Koreksi Pasal 19
PERMEN Nomor 06-pmk-07-2012 Tahun 2012 | Peraturan Menteri Nomor 06-pmk-07-2012 Tahun 2012 tentang PLAKSANAAN DAN PERTANGGUNGJAWABAN ANGGARAN TRANSFER KE DAERAH
Teks Saat Ini
(1) Penyaluran DBH PPh WPOPDN dan DBH PPh Pasal 21 dilaksanakan secara triwulanan, yaitu:
a. triwulan I pada bulan Maret;
b. triwulan II pada bulan Juni;
c. triwulan III pada bulan September; dan
d. triwulan IV pada bulan Desember.
(2) Penyaluran DBH PPh WPOPDN dan DBH PPh Pasal 21 sebagaimana dimaksud pada ayat (1) dilaksanakan dengan rincian sebagai berikut:
a. penyaluran triwulan I, triwulan II, dan triwulan III masing-masing sebesar 20% (dua puluh persen) dari pagu alokasi sementara; dan
b. penyaluran triwulan IV didasarkan pada selisih antara pagu alokasi definitif dengan jumlah dana yang telah disalurkan pada triwulan I, triwulan II, dan triwulan III.

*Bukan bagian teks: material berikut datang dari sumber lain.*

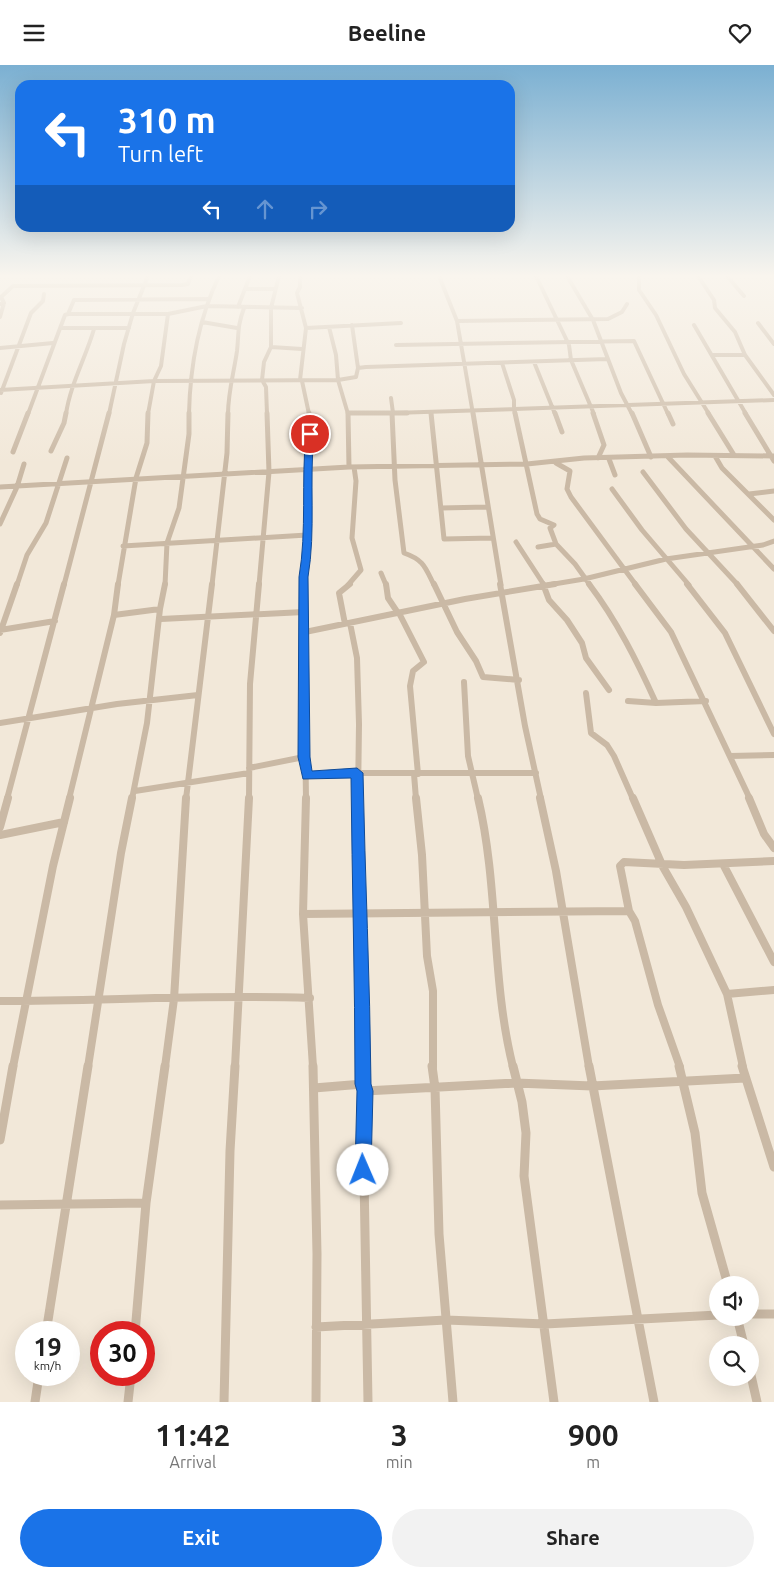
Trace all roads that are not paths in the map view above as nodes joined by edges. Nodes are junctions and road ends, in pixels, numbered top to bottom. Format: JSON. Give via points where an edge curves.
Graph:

(3) Dalam hal sampai dengan 5 (lima) hari kerja sebelum berakhirnya tahun anggaran berjalan belum ditetapkan alokasi definitif, penyaluran triwulan IV sebagaimana dimaksud pada ayat (2) huruf b adalah sebesar sisa pagu alokasi sementara.
(4) Dalam hal terjadi kelebihan penyaluran karena penyaluran DBH PPh WPOPDN dan DBH PPh Pasal 21 pada triwulan I sampai dengan triwulan III yang didasarkan atas alokasi sementara lebih besar daripada alokasi definitif, maka kelebihan penyaluran tersebut diperhitungkan terhadap penyaluran tahun anggaran berikutnya.
(5) Dalam hal perhitungan kelebihan penyaluran sebagaimana dimaksud pada ayat (4) diperkirakan tidak dapat diperhitungkan dalam penyaluran DBH PPh WPOPDN dan/atau DBH PPh Pasal 21 tahun anggaran berikutnya, maka kelebihan penyaluran tersebut dapat diperhitungkan terhadap penyaluran DBH Pajak lainnya.
(6) Dalam hal perhitungan kelebihan penyaluran sebagaimana dimaksud pada ayat (4) diperkirakan tidak dapat diperhitungkan dalam penyaluran DBH PPh dan DBH Pajak lainnya tahun anggaran berikutnya, maka kelebihan penyaluran tersebut dapat diperhitungkan terhadap penyaluran DBH SDA.
(7) Dalam hal perhitungan kelebihan penyaluran sebagaimana dimaksud pada ayat (4) diperkirakan tidak dapat diperhitungkan dalam penyaluran DBH PPh, DBH Pajak lainnya dan DBH SDA tahun anggaran berikutnya, maka kelebihan penyaluran tersebut dapat diperhitungkan terhadap penyaluran DAU.
(8) Perhitungan kelebihan penyaluran sebagaimana dimaksud pada ayat
(6) tidak dapat dilakukan untuk DBH SDA 0,5% (nol koma lima persen) Minyak Bumi dan Gas Bumi dan DBH SDA Kehutanan Dana Reboisasi.